The number needed is how many lines of the data hold the string "roads". Give that number and nothing more.

-----

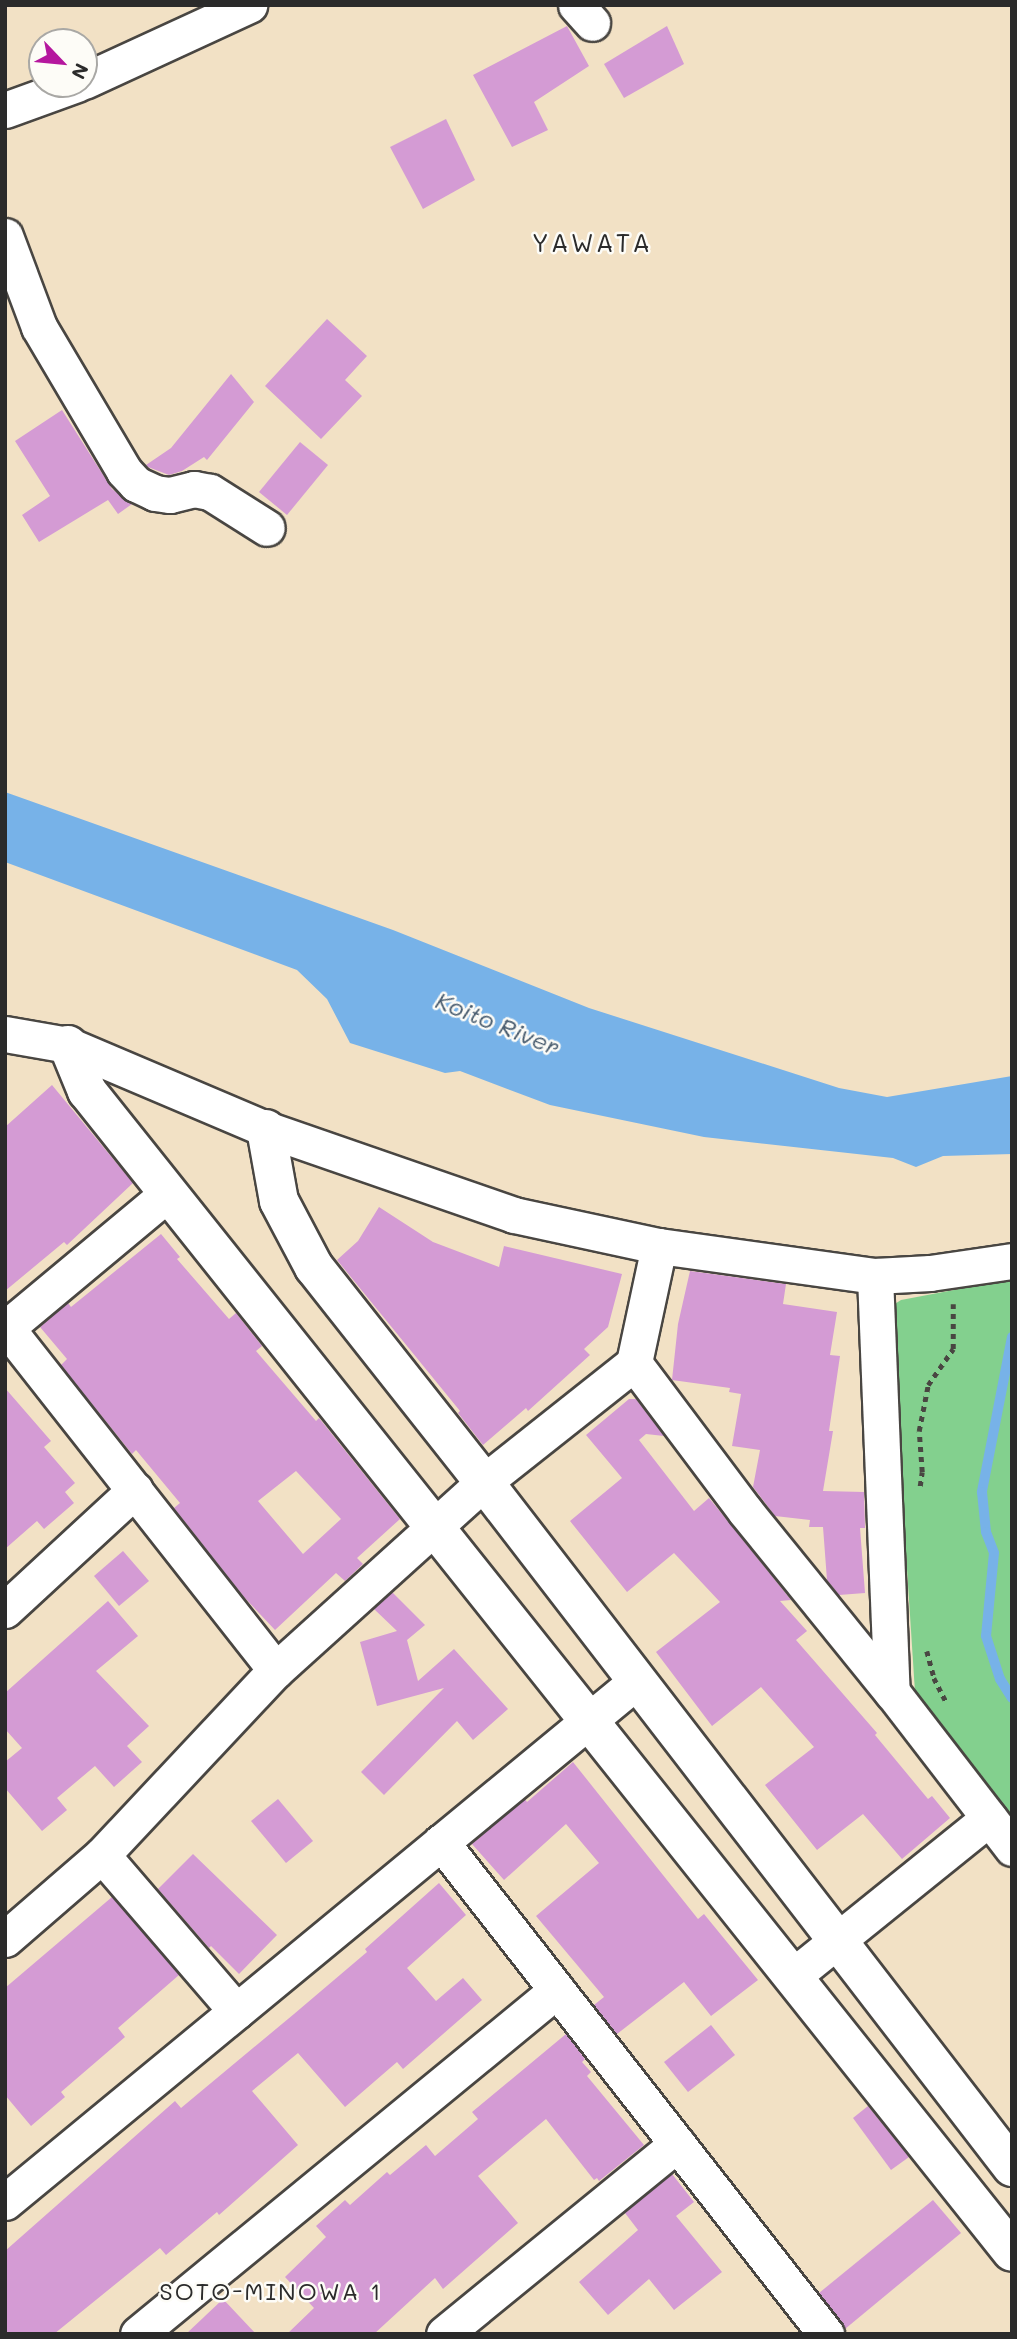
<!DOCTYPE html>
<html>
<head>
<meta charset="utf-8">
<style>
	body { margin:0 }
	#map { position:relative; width:1017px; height:2339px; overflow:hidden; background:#f2e1c5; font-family:Mali,sans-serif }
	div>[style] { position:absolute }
	.green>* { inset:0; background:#83d08e }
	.water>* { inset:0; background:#77b2e8 }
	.stream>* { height:10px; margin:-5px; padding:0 5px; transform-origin:5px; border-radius:5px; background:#77b2e8 }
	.building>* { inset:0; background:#d49bd4 }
	.path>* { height:4.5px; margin-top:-2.25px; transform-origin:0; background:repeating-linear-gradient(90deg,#494642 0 5px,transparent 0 10px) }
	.roads { filter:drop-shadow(2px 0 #494642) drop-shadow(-2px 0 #494642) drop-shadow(0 2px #494642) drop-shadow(0 -2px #494642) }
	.minor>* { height:35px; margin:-17.5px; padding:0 17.5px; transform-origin:17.5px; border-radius:17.5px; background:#fff }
	.tertiary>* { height:38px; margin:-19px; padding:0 19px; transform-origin:19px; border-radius:19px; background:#fff }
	span { translate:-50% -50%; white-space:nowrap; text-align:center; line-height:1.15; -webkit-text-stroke:5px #fdfcf7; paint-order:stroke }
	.water-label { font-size:24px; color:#465a6d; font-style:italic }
	.neighbourhood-label { font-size:24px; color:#2b2b2b; letter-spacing:2px }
	.quarter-label { font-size:26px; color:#2b2b2b; letter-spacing:2px }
	.frame { position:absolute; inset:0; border:7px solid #2b2b2b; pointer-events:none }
	.north { position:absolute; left:28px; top:28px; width:70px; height:70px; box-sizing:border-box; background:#fdfcf7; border:2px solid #a9a8a5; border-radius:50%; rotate:116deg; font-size:19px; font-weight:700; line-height:28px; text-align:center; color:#2b2b2b }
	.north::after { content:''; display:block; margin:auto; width:24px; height:32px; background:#b5179e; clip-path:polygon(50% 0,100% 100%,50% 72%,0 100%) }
</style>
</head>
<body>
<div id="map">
	<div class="green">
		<i style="clip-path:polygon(1012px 1279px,1012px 1819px,915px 1692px,890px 1307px,901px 1300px)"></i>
	</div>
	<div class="water">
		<i style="clip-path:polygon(5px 792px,393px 930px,589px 1008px,839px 1088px,887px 1097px,1012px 1076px,1012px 1154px,943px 1156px,916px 1167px,893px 1158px,704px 1137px,550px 1105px,460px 1071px,445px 1073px,350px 1043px,327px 999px,297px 970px,5px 862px)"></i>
	</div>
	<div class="stream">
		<i style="left:1012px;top:1337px;width:158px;rotate:101deg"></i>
		<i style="left:982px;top:1492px;width:40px;rotate:84.3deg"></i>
		<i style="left:986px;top:1532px;width:22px;rotate:69deg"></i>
		<i style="left:994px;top:1553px;width:83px;rotate:95.5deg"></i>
		<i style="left:986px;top:1636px;width:45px;rotate:72deg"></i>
		<i style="left:1000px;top:1679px;width:22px;rotate:58deg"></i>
	</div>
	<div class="building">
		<i style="clip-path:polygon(567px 26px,589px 66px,534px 102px,548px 130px,512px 147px,473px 75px)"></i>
		<i style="clip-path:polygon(667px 26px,684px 64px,624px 98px,604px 64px)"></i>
		<i style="clip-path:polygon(446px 119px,475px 180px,423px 209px,390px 147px)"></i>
		<i style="clip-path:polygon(327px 319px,367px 356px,345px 380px,362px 396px,321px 439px,265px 386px)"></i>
		<i style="clip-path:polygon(231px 374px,254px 402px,207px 460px,204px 457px,182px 471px,169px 475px,148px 467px,146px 465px,171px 448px)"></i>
		<i style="clip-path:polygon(62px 410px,112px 489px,132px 504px,118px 514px,108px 500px,39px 542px,22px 515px,50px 496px,15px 441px)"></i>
		<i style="clip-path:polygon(300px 442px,328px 465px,287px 515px,259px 492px)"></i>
		<i style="clip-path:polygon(52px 1085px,133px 1183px,67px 1245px,64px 1242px,5px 1291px,5px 1127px)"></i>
		<i style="clip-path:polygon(379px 1207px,433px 1242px,499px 1267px,504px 1246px,622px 1274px,608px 1327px,584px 1349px,590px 1355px,528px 1411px,526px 1408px,483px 1445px,458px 1413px,460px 1411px,337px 1260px,358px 1241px)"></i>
		<i style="clip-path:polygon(evenodd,161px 1234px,180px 1257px,177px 1259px,229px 1319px,236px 1313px,262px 1346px,256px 1351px,316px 1421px,319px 1418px,400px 1519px,357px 1558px,363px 1564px,345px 1581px,336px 1573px,275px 1630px,244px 1597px,174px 1508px,180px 1503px,136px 1450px,132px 1454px,61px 1365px,67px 1359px,40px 1327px,68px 1303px,71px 1307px,161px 1234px,296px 1471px,341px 1519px,303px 1554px,258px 1501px,296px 1471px)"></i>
		<i style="clip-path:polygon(690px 1271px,786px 1284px,783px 1304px,837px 1312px,830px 1355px,840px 1356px,829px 1431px,833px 1431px,823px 1491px,864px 1492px,865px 1528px,860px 1528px,865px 1593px,839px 1595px,827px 1580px,823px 1527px,809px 1527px,810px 1520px,775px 1516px,753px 1487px,760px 1450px,732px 1446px,741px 1394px,729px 1392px,730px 1388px,672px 1380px,678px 1324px)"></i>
		<i style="clip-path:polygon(5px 1388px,51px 1441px,44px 1447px,75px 1483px,65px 1492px,74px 1503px,44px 1529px,37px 1521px,5px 1549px)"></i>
		<i style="clip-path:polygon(629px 1399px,636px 1399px,664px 1436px,646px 1434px,639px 1440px,694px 1511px,709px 1498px,718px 1509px,791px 1600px,780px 1601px,807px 1631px,796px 1640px,877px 1733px,875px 1735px,928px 1799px,932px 1796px,950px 1818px,902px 1859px,863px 1814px,817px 1850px,765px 1785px,814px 1747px,761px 1687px,712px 1726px,656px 1652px,720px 1602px,674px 1553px,627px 1592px,570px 1521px,622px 1478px,586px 1435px)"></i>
		<i style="clip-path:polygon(123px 1551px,149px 1581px,119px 1606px,94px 1576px)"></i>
		<i style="clip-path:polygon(392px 1592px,425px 1625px,407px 1640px,418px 1681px,454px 1649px,508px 1709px,473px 1740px,457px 1721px,384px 1795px,361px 1772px,444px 1688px,377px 1706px,360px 1642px,397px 1631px,374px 1609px)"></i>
		<i style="clip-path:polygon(108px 1601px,138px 1636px,96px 1671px,149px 1726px,127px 1746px,142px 1762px,114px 1787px,95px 1766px,57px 1798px,67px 1810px,42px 1831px,5px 1788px,5px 1762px,22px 1748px,5px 1729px,5px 1693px)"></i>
		<i style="clip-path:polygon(573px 1762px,698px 1919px,704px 1914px,758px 1980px,711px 2016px,684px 1982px,617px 2034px,594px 2005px,604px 1997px,536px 1916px,599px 1863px,566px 1824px,504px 1880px,472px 1844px,525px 1799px,527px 1802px)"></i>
		<i style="clip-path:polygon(278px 1799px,313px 1841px,286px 1863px,251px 1821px)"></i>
		<i style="clip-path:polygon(193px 1854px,277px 1935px,239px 1974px,211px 1946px,209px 1948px,158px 1889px)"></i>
		<i style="clip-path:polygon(439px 1883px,466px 1915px,407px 1968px,436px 2001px,463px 1978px,482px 2000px,403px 2069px,397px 2062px,345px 2107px,298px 2053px,252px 2091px,298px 2145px,219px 2215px,217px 2212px,166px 2255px,160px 2248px,54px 2334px,5px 2334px,5px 2251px,175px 2101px,181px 2108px,294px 2014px,367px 1952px,365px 1949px)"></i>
		<i style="clip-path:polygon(112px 1897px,179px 1975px,118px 2028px,125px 2037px,61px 2092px,65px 2097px,31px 2126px,5px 2095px,5px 1988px)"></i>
		<i style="clip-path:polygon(711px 2025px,735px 2055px,688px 2092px,664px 2062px)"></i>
		<i style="clip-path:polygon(566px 2034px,585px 2059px,582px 2062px,591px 2072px,587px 2076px,644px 2145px,599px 2181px,597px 2178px,594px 2180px,546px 2119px,478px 2176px,518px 2223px,443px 2289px,435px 2278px,374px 2334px,287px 2334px,314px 2308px,285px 2277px,326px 2237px,316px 2226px,345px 2200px,350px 2205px,387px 2172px,390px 2175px,426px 2145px,435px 2156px,478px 2119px,472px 2112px)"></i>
		<i style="clip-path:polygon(868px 2106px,909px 2157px,891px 2170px,853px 2118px)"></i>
		<i style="clip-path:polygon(672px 2174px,694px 2202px,676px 2216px,722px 2272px,674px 2310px,649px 2279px,608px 2315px,579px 2282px,638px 2230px,625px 2213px)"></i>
		<i style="clip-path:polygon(933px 2200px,961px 2233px,845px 2329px,819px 2293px)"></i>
		<i style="clip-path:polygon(223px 2299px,256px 2334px,186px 2334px)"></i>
	</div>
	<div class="path">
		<i style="left:920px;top:1486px;width:14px;rotate:-82deg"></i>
		<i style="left:922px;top:1472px;width:41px;rotate:-94.2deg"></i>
		<i style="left:919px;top:1431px;width:47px;rotate:-78.9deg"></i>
		<i style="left:928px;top:1385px;width:44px;rotate:-55.2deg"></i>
		<i style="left:953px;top:1349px;width:45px;rotate:-90deg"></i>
		<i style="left:927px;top:1651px;width:28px;rotate:75deg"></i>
		<i style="left:934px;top:1678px;width:29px;rotate:63deg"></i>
	</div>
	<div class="roads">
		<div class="minor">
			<i style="left:576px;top:5px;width:24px;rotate:48deg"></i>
			<i style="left:84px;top:81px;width:182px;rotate:-24.7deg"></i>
			<i style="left:5px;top:110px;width:77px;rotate:-19.9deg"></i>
			<i style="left:5px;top:236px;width:97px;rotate:69.5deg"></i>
			<i style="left:39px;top:327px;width:167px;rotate:59.4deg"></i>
			<i style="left:124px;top:471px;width:18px;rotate:47deg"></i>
			<i style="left:136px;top:484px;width:21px;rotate:25deg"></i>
			<i style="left:155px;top:493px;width:15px;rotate:8deg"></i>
			<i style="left:170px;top:495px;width:25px;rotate:-14deg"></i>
			<i style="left:194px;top:489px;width:16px;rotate:11deg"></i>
			<i style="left:210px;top:492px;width:67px;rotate:32.3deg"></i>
			<i style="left:5px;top:1034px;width:64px;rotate:9.9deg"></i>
			<i style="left:68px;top:1045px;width:215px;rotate:23deg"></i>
			<i style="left:266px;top:1129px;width:262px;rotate:19.1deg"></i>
			<i style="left:514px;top:1215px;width:148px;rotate:12.1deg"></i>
			<i style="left:659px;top:1246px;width:218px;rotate:7.9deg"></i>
			<i style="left:875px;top:1276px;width:55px;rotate:-3.1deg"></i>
			<i style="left:930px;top:1273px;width:83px;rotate:-8.3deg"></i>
			<i style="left:659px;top:1246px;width:120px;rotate:102.1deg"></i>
			<i style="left:634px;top:1363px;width:186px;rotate:53.1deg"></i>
			<i style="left:746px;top:1512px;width:232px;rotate:51deg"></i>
			<i style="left:875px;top:1276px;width:416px;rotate:87.7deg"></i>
			<i style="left:892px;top:1692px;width:197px;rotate:52.4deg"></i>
			<i style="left:5px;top:1326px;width:438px;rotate:51.8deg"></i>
			<i style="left:5px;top:1329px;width:212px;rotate:-39.8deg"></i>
			<i style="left:5px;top:1610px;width:177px;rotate:-42.7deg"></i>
			<i style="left:441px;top:1842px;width:625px;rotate:51.96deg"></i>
			<i style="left:102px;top:1855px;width:206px;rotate:49.3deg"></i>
			<i style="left:5px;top:1939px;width:128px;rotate:-40.9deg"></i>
			<i style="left:102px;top:1855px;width:254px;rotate:-46.8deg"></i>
			<i style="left:276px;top:1670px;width:280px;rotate:-42.1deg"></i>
			<i style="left:484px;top:1482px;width:191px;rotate:-38.4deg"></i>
			<i style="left:792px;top:1977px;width:253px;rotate:-38.9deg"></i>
			<i style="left:5px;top:2202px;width:820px;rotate:-39.51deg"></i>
			<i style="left:138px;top:2334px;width:542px;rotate:-39.39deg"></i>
			<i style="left:444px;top:2334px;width:301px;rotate:-39.2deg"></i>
		</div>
		<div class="tertiary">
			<i style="left:68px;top:1045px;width:50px;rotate:67.6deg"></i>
			<i style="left:87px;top:1091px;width:1484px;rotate:51.45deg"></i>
			<i style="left:266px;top:1129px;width:73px;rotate:79.8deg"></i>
			<i style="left:279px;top:1201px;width:75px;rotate:62.1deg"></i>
			<i style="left:314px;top:1267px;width:274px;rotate:51.7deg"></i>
			<i style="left:484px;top:1482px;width:865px;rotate:52.37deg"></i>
		</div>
	</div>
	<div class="water-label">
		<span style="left:498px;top:1023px;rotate:22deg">Koito River</span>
	</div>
	<div class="neighbourhood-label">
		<span style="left:271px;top:2291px">SOTO-MINOWA 1</span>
	</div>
	<div class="quarter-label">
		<span style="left:592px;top:243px">YAWATA</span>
	</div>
	<div class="frame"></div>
	<div class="north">N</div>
</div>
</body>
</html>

-----

[Answer to this exercise]
2